Every line below needs to be transcribed without alteration, and no image may be carried over.
::: Provided information
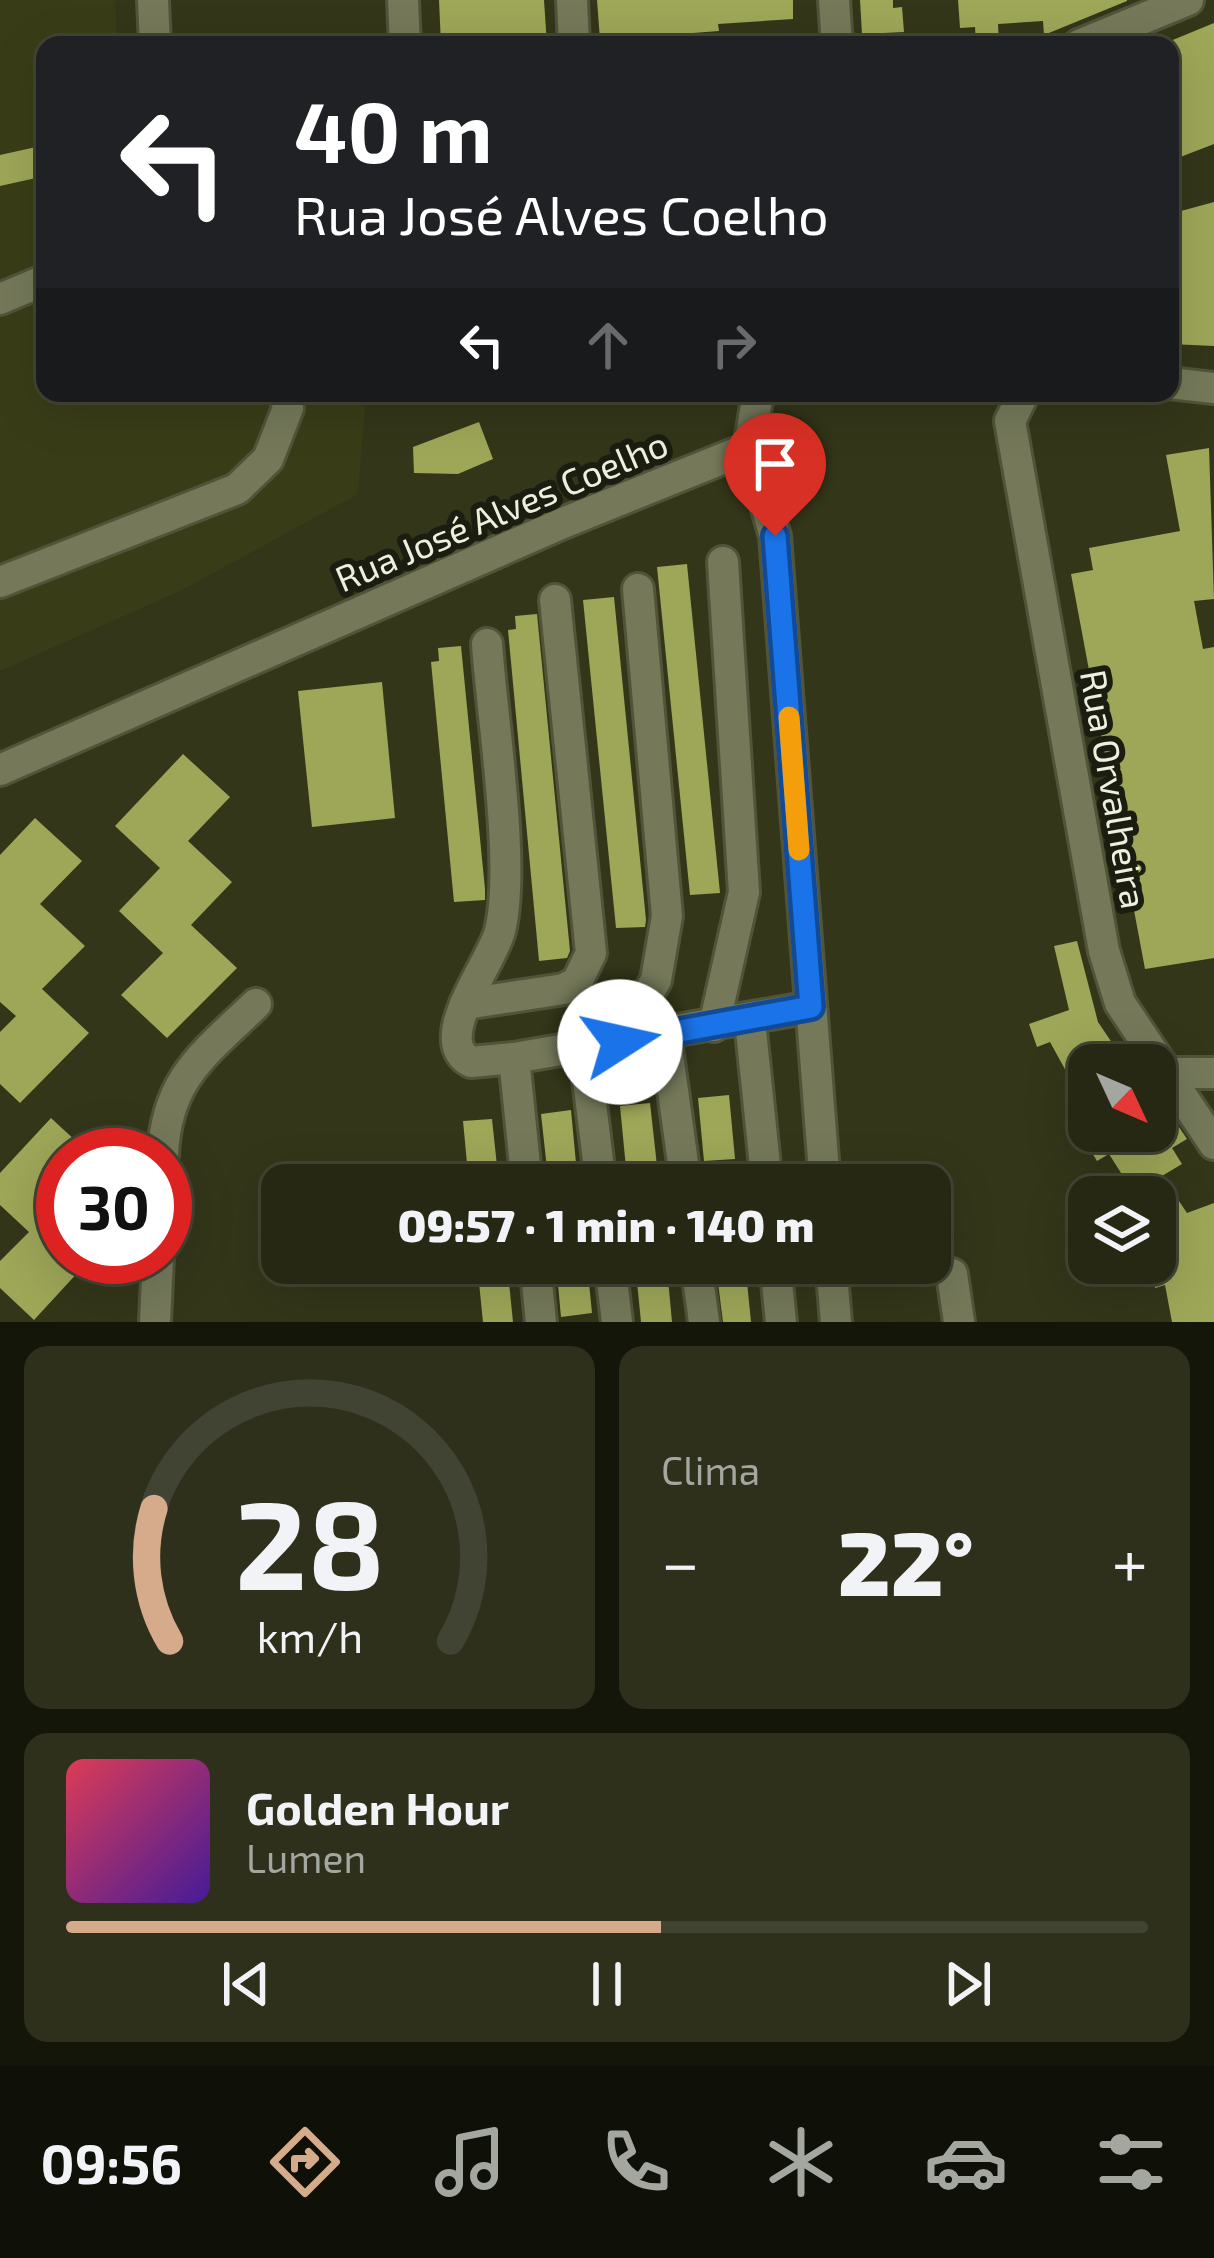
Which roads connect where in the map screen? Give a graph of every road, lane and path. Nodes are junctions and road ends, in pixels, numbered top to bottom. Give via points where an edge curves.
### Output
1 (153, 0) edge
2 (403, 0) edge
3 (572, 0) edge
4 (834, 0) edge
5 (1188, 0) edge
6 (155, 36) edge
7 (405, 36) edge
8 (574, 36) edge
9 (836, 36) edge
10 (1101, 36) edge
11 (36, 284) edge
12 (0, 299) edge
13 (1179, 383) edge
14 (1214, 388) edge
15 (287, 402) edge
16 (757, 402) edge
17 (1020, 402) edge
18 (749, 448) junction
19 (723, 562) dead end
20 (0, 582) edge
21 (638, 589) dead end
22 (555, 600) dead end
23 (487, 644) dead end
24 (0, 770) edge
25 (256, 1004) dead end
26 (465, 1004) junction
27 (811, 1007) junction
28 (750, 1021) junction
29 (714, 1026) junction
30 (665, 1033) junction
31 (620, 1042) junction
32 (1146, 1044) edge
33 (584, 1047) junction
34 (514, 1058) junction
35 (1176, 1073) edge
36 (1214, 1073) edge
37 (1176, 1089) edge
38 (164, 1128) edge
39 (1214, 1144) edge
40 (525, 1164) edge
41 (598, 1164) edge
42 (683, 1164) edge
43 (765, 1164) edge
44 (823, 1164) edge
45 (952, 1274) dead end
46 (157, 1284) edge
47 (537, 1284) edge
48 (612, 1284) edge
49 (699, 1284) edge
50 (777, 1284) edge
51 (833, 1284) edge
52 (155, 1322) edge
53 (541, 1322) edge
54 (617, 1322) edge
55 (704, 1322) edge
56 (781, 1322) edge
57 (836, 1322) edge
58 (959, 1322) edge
::::::
Result of the exercise:
Which roads connect where in the map screen? Give a graph of every road, lane and path. Nodes are junctions and road ends, in pixels, numbered top to bottom. Give via points where an edge curves.
### Output
1 (153, 0) edge
2 (403, 0) edge
3 (572, 0) edge
4 (834, 0) edge
5 (1188, 0) edge
6 (155, 36) edge
7 (405, 36) edge
8 (574, 36) edge
9 (836, 36) edge
10 (1101, 36) edge
11 (36, 284) edge
12 (0, 299) edge
13 (1179, 383) edge
14 (1214, 388) edge
15 (287, 402) edge
16 (757, 402) edge
17 (1020, 402) edge
18 (749, 448) junction
19 (723, 562) dead end
20 (0, 582) edge
21 (638, 589) dead end
22 (555, 600) dead end
23 (487, 644) dead end
24 (0, 770) edge
25 (256, 1004) dead end
26 (465, 1004) junction
27 (811, 1007) junction
28 (750, 1021) junction
29 (714, 1026) junction
30 (665, 1033) junction
31 (620, 1042) junction
32 (1146, 1044) edge
33 (584, 1047) junction
34 (514, 1058) junction
35 (1176, 1073) edge
36 (1214, 1073) edge
37 (1176, 1089) edge
38 (164, 1128) edge
39 (1214, 1144) edge
40 (525, 1164) edge
41 (598, 1164) edge
42 (683, 1164) edge
43 (765, 1164) edge
44 (823, 1164) edge
45 (952, 1274) dead end
46 (157, 1284) edge
47 (537, 1284) edge
48 (612, 1284) edge
49 (699, 1284) edge
50 (777, 1284) edge
51 (833, 1284) edge
52 (155, 1322) edge
53 (541, 1322) edge
54 (617, 1322) edge
55 (704, 1322) edge
56 (781, 1322) edge
57 (836, 1322) edge
58 (959, 1322) edge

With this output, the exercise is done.